— Data extracts —
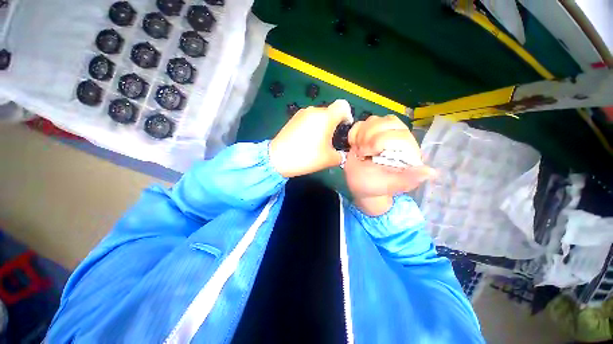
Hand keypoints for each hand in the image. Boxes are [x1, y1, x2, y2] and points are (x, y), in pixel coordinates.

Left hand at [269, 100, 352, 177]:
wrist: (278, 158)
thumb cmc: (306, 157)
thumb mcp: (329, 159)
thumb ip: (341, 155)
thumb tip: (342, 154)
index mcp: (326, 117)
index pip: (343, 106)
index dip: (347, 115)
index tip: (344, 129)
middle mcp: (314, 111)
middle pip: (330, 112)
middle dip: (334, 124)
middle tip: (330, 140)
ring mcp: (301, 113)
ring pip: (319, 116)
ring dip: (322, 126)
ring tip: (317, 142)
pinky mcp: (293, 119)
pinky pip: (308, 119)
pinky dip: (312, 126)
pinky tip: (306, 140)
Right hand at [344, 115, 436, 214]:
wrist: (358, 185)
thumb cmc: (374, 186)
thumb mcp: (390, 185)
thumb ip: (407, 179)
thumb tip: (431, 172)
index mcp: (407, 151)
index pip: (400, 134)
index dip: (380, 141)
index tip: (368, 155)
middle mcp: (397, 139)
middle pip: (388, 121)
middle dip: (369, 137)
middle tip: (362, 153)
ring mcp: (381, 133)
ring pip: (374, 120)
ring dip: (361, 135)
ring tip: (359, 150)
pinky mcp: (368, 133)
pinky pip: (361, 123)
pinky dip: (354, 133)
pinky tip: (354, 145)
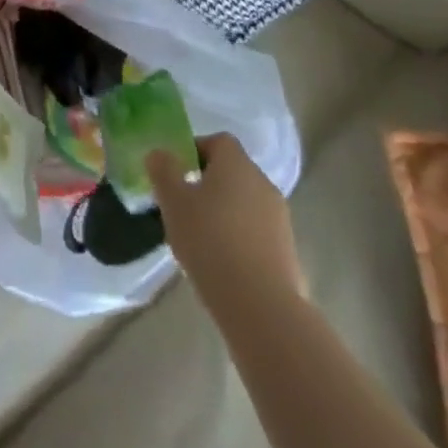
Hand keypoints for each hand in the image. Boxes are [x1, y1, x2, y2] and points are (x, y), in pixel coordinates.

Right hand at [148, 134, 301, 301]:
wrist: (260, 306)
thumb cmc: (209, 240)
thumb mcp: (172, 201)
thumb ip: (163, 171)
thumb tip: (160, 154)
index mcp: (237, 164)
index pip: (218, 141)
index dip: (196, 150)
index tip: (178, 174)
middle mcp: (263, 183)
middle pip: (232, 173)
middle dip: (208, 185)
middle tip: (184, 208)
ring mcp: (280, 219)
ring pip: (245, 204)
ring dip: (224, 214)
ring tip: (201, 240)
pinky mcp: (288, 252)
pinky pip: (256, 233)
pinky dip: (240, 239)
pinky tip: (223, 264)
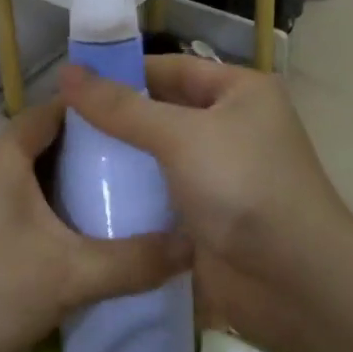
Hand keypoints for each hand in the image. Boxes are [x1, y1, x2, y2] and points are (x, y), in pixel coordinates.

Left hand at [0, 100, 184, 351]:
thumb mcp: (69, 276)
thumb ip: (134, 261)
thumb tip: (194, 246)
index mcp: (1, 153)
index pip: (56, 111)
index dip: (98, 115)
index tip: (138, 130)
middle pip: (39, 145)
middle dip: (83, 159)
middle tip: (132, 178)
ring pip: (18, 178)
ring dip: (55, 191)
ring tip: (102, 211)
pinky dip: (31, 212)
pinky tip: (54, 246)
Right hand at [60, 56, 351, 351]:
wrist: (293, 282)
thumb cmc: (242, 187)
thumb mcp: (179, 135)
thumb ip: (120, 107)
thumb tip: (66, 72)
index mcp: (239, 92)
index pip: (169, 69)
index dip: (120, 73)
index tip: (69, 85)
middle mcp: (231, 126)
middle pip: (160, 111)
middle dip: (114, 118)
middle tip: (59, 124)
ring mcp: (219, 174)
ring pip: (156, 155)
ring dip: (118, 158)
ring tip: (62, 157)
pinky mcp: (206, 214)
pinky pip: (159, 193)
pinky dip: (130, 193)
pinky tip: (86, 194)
---
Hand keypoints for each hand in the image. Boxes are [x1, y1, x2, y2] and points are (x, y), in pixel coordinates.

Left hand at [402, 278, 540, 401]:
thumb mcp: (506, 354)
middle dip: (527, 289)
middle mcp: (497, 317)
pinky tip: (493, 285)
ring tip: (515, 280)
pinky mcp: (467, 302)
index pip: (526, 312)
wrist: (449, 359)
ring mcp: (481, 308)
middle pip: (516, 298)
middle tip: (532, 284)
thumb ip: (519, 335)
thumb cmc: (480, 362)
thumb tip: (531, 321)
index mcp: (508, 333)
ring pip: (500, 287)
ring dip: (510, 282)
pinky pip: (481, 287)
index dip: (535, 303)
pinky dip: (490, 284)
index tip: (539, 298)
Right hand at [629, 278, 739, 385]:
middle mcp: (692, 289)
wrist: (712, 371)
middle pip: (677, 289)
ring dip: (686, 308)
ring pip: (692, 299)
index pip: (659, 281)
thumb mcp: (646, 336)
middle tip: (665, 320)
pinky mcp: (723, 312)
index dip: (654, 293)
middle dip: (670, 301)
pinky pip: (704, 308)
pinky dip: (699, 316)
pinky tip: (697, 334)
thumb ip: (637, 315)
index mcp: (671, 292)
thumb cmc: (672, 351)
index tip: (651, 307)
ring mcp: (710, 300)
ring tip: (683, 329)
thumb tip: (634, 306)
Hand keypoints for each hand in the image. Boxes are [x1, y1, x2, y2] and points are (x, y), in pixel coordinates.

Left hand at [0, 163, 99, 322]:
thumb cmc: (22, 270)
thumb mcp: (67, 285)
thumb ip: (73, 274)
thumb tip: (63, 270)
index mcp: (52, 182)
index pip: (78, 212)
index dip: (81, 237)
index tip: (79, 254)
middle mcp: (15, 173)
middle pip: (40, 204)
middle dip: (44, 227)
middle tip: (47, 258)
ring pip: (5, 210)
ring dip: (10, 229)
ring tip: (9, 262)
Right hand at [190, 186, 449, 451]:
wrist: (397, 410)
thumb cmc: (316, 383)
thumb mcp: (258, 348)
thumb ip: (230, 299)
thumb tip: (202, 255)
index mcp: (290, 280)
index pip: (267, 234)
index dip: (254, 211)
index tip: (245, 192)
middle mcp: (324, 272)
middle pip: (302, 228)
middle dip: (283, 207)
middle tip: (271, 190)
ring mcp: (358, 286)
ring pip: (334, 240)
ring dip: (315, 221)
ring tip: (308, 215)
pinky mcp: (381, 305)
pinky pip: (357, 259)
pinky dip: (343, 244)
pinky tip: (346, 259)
...
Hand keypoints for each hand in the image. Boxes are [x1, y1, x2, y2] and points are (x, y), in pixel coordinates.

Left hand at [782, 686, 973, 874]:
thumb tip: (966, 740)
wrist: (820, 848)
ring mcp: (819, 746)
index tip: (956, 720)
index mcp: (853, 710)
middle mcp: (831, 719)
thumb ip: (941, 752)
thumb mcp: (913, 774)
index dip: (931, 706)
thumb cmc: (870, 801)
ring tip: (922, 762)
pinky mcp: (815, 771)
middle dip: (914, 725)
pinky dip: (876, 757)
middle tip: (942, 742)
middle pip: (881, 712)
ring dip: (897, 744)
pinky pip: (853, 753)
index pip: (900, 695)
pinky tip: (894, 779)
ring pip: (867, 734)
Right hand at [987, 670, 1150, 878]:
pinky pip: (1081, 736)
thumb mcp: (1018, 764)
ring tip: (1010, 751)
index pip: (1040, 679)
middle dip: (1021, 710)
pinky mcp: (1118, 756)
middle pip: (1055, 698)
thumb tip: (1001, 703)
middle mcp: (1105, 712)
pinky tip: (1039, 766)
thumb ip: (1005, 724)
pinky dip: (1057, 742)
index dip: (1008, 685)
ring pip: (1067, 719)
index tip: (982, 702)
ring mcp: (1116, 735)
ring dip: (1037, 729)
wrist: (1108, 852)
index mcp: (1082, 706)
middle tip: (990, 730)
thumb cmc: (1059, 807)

— Exercise goal —
Using the entries above, transcribe every line from the line containing "index dip: (196, 150)" through the line containing "ring pip: (18, 178)". Do not copy pictures.

— Written reply —
index dip: (196, 150)
index tip: (178, 174)
middle mcp: (263, 183)
middle pip: (232, 173)
middle dip: (208, 185)
middle tip: (184, 208)
ring mcp: (280, 219)
ring pip: (245, 204)
ring dip: (224, 214)
ring tip: (201, 240)
pinky mcp: (288, 252)
pinky pip: (256, 233)
pinky dip: (240, 239)
pinky tip: (223, 264)
Hand keypoints for each hand in the image. Boxes are [x1, y1, x2, y2] and points are (x, y), in pixel coordinates.

Left hand at [0, 100, 184, 351]:
thumb mcp: (69, 276)
thumb ip: (134, 261)
thumb tip: (194, 246)
index mcp: (1, 153)
index pip: (56, 111)
index dip: (98, 115)
index tip: (138, 130)
middle pip: (39, 145)
middle dip: (83, 159)
middle tip: (132, 178)
ring pip: (18, 178)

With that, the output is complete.